_DATA UNDER STUDY:_
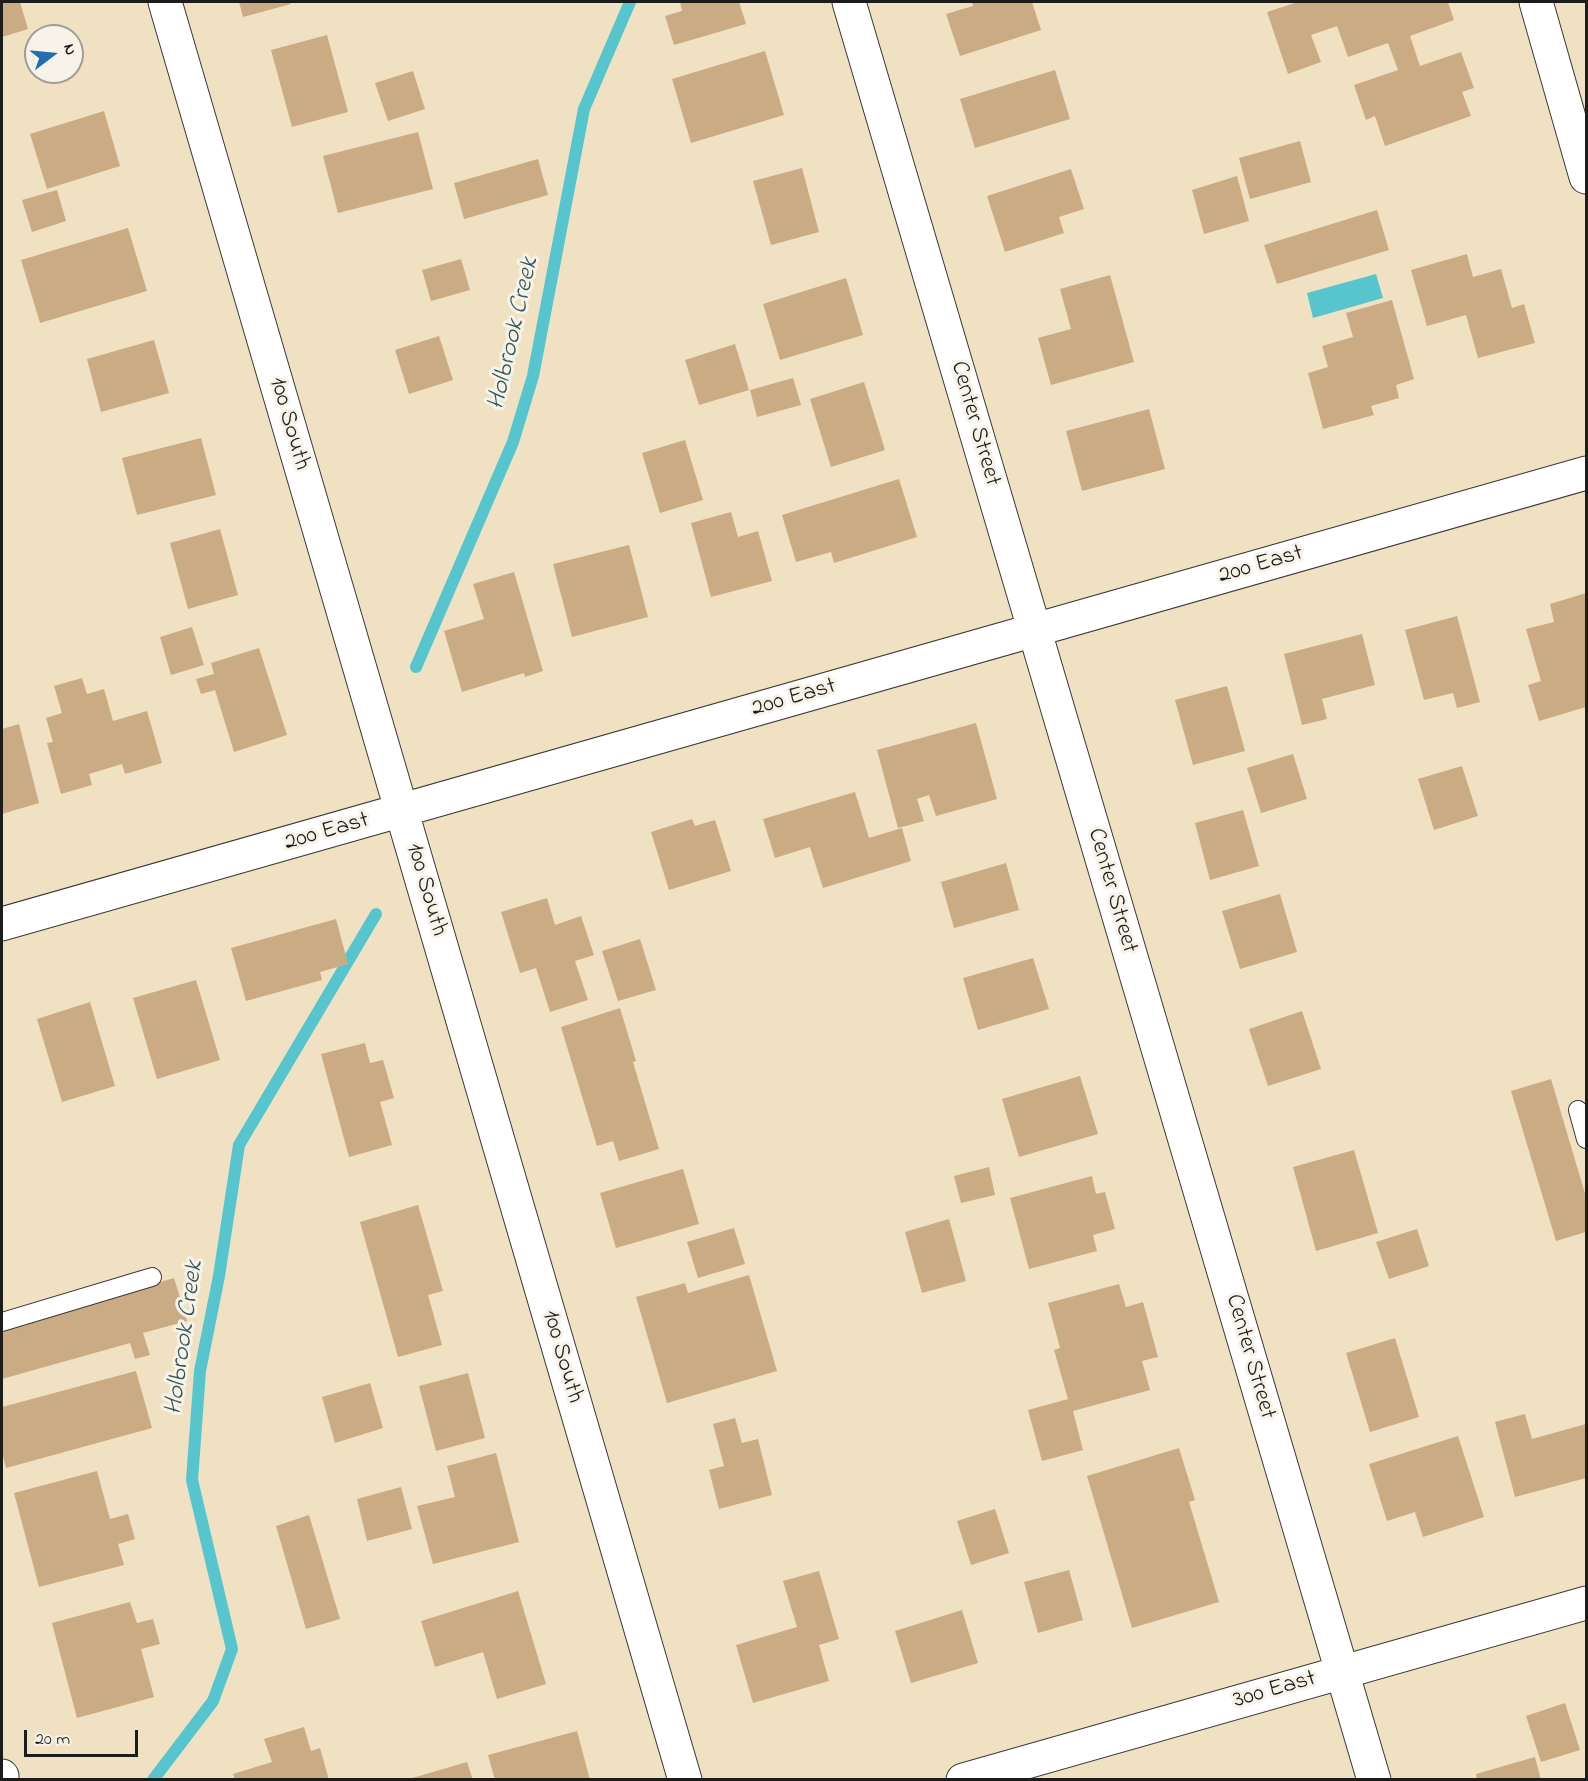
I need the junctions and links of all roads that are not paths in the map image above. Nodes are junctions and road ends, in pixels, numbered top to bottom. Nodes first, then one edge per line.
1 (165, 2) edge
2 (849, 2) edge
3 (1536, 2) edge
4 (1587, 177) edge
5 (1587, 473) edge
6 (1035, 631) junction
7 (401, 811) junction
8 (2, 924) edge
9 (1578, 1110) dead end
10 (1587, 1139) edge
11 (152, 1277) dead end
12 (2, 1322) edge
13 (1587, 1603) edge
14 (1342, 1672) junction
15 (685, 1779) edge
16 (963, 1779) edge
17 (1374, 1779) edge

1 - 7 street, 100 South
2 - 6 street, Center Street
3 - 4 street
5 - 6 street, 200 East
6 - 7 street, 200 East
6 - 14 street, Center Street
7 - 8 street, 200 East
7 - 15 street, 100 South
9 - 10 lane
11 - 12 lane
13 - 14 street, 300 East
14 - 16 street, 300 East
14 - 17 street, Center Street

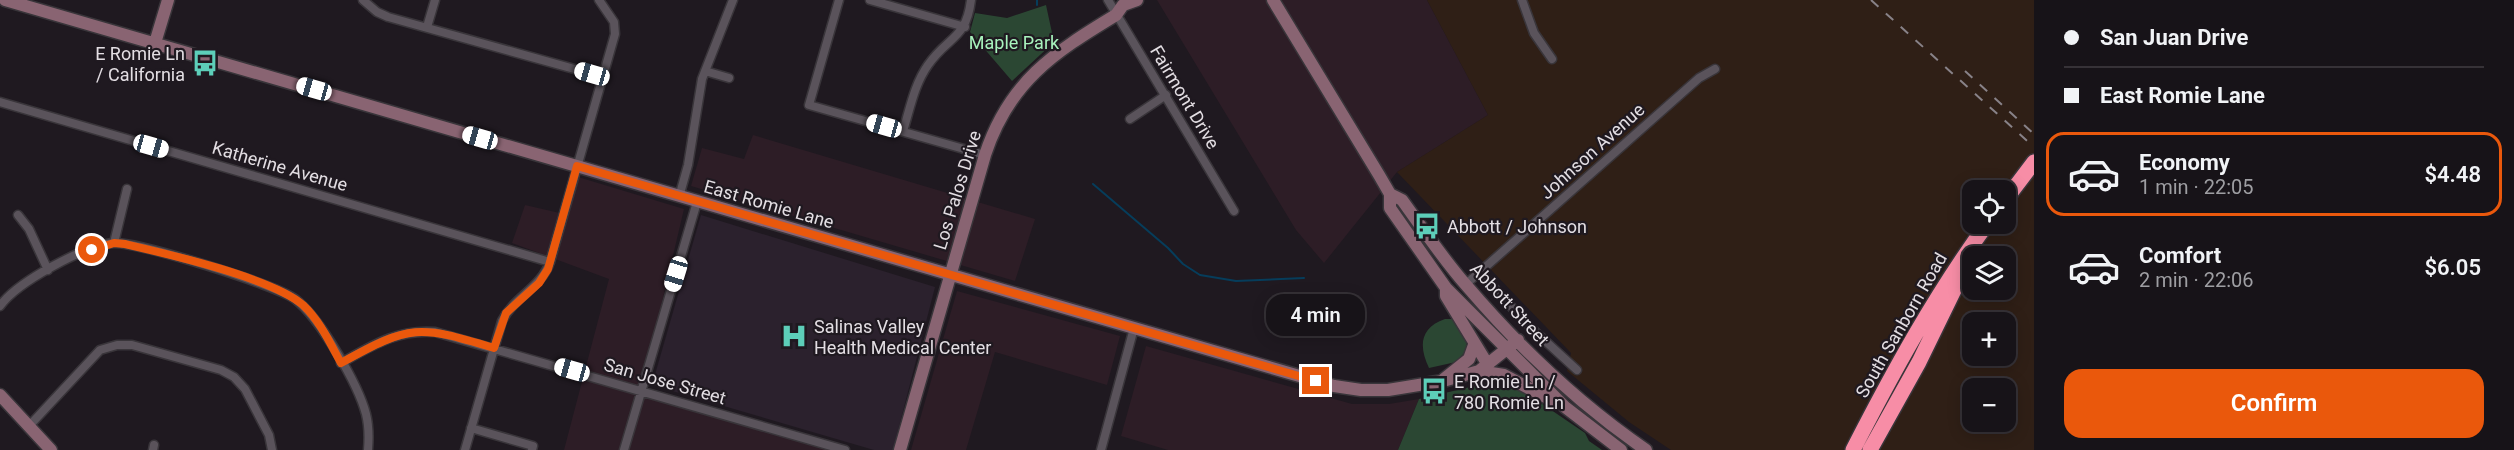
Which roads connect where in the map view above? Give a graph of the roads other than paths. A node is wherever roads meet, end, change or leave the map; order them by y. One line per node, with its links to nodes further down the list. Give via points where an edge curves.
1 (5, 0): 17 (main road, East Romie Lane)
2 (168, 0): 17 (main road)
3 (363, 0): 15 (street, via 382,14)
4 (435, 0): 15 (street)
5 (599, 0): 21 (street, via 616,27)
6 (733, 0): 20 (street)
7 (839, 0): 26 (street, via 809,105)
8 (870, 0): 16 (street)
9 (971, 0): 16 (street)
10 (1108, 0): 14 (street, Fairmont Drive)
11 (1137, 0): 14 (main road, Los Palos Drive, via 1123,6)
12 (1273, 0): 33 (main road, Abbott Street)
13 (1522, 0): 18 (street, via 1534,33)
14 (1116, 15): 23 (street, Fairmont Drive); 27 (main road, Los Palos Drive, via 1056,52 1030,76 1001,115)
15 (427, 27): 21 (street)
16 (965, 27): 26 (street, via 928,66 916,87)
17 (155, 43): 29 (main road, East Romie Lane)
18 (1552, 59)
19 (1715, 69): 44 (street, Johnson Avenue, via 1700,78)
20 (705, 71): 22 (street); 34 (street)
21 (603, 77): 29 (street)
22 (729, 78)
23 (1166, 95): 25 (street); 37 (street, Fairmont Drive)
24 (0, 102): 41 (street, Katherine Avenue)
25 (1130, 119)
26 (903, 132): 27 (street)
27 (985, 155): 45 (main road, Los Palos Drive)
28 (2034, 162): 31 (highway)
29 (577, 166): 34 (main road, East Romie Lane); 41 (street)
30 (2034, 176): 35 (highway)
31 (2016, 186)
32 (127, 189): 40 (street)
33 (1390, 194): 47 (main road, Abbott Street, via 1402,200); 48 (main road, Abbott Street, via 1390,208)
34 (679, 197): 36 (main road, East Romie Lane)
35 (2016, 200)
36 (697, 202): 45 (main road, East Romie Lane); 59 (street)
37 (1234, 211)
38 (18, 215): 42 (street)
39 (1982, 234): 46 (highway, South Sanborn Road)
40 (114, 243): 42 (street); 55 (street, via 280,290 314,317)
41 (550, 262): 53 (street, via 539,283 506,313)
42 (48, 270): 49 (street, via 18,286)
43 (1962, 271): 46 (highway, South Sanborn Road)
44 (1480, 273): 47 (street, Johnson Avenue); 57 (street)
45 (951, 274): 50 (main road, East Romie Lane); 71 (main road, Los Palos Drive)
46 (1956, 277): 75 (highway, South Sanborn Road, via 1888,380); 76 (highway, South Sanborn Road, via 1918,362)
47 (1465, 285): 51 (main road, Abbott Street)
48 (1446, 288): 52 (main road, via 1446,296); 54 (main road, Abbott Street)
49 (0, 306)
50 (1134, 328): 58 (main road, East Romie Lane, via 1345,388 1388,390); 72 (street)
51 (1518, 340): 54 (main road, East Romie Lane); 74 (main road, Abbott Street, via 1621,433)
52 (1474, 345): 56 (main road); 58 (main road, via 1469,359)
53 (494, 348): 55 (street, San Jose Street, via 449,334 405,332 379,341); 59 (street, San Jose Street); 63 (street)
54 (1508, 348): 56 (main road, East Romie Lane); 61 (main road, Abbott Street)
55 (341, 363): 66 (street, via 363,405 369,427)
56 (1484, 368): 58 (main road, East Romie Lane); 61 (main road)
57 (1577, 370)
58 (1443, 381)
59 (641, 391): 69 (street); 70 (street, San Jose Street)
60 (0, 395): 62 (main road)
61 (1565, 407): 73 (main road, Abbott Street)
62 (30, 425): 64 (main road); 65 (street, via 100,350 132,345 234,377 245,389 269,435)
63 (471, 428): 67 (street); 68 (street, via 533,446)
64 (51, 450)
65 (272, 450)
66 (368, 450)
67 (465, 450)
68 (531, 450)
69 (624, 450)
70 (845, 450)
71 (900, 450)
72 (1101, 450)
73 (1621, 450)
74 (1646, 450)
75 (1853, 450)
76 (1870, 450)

_WORK TO COMPLETE:_ Go through the material line by line. Show each line that contains the string "Sanborn".

_RESULT OF THE EXERCISE:_
39 (1982, 234): 46 (highway, South Sanborn Road)
43 (1962, 271): 46 (highway, South Sanborn Road)
46 (1956, 277): 75 (highway, South Sanborn Road, via 1888,380); 76 (highway, South Sanborn Road, via 1918,362)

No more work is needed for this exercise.